-- Opening Marker --
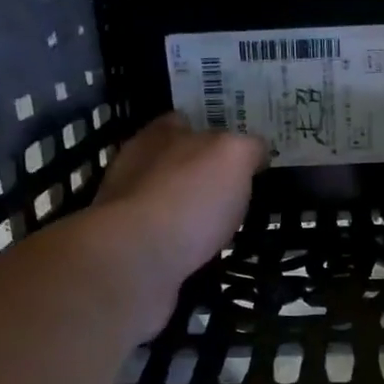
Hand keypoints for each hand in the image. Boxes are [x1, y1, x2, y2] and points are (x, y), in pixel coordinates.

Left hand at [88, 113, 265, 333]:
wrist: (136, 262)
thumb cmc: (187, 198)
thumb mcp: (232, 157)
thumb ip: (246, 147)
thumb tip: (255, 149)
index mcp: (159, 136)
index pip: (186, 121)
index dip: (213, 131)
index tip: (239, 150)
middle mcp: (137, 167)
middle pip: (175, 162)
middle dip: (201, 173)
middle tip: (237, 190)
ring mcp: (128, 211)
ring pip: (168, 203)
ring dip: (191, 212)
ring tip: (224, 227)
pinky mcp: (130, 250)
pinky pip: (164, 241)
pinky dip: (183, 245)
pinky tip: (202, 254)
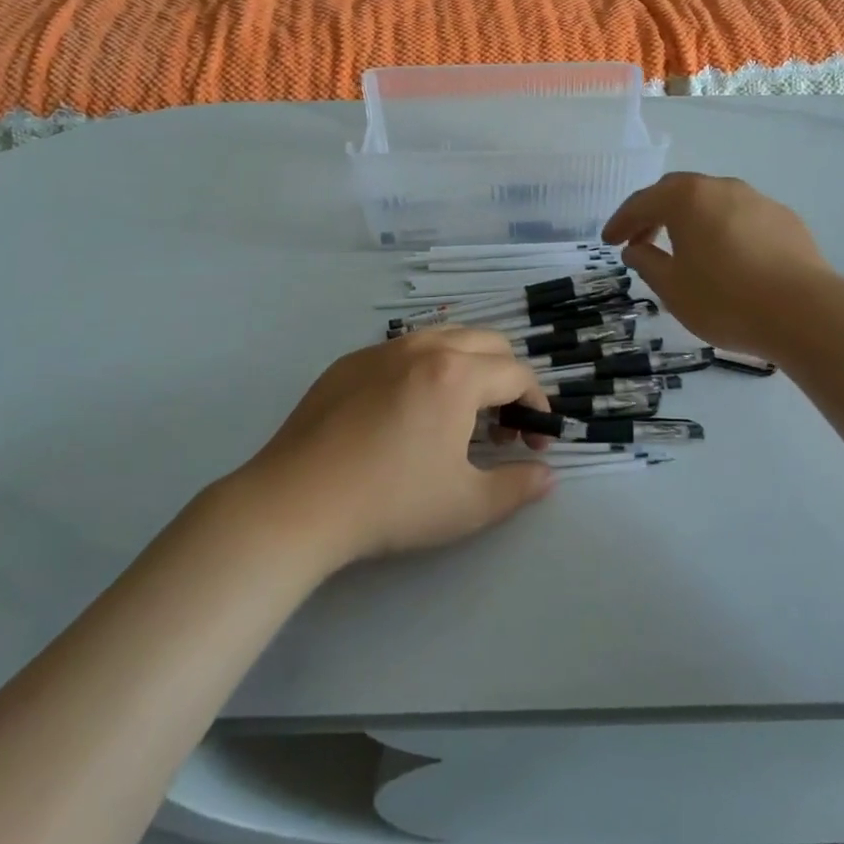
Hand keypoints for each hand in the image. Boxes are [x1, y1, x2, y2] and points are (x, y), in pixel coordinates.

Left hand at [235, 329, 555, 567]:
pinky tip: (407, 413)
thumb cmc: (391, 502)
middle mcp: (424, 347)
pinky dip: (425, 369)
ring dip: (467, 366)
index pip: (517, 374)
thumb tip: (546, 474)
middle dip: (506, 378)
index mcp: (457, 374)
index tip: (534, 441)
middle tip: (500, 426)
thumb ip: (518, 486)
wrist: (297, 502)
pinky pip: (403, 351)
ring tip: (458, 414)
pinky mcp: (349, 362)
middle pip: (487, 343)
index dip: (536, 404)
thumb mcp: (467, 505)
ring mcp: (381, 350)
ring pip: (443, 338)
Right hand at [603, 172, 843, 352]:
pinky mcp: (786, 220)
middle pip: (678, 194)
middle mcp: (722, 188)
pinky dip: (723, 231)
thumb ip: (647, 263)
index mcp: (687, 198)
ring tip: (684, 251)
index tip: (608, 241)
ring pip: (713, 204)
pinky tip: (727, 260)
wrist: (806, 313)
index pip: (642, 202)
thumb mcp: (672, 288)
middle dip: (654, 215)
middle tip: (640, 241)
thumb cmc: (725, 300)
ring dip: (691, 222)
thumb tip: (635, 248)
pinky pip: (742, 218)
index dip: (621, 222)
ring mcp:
-- Closing Marker --
**What the task requires**
Count the lines in the records above that contain "hand", please, and give the number without any other words.

**Task answer**
5